EXERCISE BRIEF —
Extract each line from the entries below that has the string "Flores" in it.

----- SOURCE RECORDS

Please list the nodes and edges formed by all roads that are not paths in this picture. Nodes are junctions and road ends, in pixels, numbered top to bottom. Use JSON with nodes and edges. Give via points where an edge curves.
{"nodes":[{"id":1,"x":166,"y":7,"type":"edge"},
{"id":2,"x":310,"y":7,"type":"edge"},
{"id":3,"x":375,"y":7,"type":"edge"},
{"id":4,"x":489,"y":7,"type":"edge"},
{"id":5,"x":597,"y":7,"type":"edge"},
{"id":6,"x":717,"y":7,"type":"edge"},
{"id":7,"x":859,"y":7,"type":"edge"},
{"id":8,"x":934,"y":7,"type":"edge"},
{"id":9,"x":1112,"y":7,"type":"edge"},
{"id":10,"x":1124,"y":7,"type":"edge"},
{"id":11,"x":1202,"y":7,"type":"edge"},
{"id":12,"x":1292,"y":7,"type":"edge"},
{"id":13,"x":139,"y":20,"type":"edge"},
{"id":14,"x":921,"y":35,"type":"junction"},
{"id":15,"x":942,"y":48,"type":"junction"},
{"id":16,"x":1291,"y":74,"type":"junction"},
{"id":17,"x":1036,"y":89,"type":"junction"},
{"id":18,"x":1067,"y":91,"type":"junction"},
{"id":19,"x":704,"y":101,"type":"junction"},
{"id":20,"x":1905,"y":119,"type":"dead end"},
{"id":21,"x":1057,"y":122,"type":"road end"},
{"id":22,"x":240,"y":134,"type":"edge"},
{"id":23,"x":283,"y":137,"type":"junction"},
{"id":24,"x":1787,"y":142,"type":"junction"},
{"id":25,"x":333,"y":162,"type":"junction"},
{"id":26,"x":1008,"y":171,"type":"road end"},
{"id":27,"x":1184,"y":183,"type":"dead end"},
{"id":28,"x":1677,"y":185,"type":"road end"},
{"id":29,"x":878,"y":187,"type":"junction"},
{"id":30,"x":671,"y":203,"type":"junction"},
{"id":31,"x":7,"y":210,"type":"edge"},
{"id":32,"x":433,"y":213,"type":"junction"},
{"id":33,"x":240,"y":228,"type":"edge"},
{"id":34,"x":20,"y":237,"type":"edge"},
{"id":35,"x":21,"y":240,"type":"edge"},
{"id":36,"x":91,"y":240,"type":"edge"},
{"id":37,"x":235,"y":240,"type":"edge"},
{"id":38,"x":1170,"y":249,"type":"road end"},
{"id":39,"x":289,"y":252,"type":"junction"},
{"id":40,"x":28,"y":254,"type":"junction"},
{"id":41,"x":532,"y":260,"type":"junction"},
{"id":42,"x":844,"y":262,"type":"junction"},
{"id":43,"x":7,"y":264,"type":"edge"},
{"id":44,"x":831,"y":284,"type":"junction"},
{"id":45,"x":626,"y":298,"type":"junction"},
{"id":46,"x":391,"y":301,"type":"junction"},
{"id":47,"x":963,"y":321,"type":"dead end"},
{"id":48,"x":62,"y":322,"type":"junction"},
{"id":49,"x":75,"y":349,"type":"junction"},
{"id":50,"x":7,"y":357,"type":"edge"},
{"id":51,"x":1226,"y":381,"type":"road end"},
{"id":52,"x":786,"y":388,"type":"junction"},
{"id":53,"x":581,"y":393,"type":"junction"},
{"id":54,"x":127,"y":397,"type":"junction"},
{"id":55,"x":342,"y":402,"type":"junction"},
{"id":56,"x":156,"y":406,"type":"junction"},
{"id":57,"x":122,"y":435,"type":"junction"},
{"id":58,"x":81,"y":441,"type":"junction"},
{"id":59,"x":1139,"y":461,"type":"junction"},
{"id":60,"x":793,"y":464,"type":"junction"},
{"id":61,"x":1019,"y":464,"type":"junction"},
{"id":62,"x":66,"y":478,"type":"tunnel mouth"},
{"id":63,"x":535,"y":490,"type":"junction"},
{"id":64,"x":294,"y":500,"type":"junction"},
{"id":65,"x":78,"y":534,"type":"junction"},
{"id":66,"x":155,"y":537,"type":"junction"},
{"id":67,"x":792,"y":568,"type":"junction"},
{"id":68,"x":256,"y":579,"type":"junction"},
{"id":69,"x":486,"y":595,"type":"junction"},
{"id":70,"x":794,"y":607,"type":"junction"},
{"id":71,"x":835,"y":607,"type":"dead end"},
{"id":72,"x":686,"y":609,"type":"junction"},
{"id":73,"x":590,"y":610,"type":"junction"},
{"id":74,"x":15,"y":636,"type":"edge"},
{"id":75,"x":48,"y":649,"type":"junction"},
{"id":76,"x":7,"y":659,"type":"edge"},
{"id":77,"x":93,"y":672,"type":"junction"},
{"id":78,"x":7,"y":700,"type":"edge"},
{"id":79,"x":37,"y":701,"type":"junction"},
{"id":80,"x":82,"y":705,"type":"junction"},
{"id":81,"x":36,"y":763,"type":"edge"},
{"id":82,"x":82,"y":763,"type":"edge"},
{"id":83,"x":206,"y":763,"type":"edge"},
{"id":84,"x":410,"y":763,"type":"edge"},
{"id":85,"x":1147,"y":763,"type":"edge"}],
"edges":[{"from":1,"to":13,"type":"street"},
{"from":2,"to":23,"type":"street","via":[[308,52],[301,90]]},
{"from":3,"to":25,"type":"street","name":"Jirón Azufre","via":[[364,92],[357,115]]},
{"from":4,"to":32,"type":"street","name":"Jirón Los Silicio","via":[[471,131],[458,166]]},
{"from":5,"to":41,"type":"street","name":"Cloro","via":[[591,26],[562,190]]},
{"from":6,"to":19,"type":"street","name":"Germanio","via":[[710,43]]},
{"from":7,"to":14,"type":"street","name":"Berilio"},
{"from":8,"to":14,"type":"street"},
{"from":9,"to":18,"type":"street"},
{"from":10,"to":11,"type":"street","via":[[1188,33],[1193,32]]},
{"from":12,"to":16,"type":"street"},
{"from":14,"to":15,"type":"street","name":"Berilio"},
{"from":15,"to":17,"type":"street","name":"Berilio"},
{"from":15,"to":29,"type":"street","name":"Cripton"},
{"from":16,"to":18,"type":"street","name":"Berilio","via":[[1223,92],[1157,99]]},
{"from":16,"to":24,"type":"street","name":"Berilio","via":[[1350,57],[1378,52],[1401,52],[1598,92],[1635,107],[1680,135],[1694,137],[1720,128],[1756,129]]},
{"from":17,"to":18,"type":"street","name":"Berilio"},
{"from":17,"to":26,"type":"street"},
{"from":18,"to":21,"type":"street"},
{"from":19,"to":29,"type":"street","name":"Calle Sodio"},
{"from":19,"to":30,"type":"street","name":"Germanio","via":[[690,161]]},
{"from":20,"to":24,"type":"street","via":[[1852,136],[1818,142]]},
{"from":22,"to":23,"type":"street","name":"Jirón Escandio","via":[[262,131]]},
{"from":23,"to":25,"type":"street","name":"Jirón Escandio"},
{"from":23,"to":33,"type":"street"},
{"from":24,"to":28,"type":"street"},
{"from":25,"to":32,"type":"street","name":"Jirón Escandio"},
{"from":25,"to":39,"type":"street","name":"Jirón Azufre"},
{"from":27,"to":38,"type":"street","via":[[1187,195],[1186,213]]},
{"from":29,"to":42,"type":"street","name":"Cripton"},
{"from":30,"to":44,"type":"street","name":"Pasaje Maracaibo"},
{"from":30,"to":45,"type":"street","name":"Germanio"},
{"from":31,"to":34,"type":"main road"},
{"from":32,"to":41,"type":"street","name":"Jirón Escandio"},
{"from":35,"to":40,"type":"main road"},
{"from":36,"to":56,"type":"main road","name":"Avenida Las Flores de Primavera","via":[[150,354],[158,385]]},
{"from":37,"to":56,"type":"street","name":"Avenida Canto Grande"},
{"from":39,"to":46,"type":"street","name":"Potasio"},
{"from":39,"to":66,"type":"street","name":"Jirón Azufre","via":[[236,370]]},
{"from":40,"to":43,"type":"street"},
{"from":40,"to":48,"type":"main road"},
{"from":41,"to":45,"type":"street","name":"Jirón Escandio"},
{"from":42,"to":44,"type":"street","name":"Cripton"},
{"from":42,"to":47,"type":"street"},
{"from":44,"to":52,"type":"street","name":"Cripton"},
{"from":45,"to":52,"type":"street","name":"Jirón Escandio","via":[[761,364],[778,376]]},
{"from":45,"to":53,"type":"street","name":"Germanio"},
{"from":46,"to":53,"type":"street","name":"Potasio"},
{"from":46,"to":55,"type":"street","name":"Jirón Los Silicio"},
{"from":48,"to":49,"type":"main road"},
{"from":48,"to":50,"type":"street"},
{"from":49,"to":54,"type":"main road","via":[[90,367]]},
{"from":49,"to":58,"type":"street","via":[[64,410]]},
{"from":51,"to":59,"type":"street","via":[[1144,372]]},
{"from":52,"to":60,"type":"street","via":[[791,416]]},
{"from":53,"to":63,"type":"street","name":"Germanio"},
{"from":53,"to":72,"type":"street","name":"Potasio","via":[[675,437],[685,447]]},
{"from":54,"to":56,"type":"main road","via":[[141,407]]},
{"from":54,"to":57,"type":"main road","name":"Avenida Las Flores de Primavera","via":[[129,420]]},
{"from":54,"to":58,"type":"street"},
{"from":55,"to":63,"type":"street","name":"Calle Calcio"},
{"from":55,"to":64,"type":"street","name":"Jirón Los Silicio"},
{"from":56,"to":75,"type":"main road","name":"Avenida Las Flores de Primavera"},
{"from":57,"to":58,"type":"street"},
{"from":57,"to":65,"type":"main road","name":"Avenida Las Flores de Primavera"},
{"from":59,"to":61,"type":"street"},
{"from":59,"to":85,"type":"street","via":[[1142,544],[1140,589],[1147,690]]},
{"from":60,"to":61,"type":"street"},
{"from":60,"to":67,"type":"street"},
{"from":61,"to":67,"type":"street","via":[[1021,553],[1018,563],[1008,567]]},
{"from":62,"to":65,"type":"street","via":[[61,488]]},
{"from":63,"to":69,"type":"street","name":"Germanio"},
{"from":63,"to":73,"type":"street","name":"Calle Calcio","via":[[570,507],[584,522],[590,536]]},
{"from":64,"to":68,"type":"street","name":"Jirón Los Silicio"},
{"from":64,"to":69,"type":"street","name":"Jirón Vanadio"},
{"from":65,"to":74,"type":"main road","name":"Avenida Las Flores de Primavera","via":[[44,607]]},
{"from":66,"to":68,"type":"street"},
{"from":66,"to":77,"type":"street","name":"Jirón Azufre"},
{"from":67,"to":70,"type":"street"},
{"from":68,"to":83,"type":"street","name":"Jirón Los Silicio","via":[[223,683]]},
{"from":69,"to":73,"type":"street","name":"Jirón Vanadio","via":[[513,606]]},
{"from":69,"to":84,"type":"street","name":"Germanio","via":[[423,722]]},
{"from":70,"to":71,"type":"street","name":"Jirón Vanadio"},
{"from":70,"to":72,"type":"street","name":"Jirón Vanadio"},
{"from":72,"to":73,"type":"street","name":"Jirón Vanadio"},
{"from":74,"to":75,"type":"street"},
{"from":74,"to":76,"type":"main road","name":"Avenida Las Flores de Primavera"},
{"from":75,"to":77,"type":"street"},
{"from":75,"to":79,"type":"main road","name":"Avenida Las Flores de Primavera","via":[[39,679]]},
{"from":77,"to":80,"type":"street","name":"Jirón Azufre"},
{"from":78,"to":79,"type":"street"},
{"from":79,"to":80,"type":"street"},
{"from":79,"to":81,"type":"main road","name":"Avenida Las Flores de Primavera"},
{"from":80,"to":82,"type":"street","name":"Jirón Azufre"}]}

----------

REPLY TO THE EXERCISE —
{"from":36,"to":56,"type":"main road","name":"Avenida Las Flores de Primavera","via":[[150,354],[158,385]]},
{"from":54,"to":57,"type":"main road","name":"Avenida Las Flores de Primavera","via":[[129,420]]},
{"from":56,"to":75,"type":"main road","name":"Avenida Las Flores de Primavera"},
{"from":57,"to":65,"type":"main road","name":"Avenida Las Flores de Primavera"},
{"from":65,"to":74,"type":"main road","name":"Avenida Las Flores de Primavera","via":[[44,607]]},
{"from":74,"to":76,"type":"main road","name":"Avenida Las Flores de Primavera"},
{"from":75,"to":79,"type":"main road","name":"Avenida Las Flores de Primavera","via":[[39,679]]},
{"from":79,"to":81,"type":"main road","name":"Avenida Las Flores de Primavera"},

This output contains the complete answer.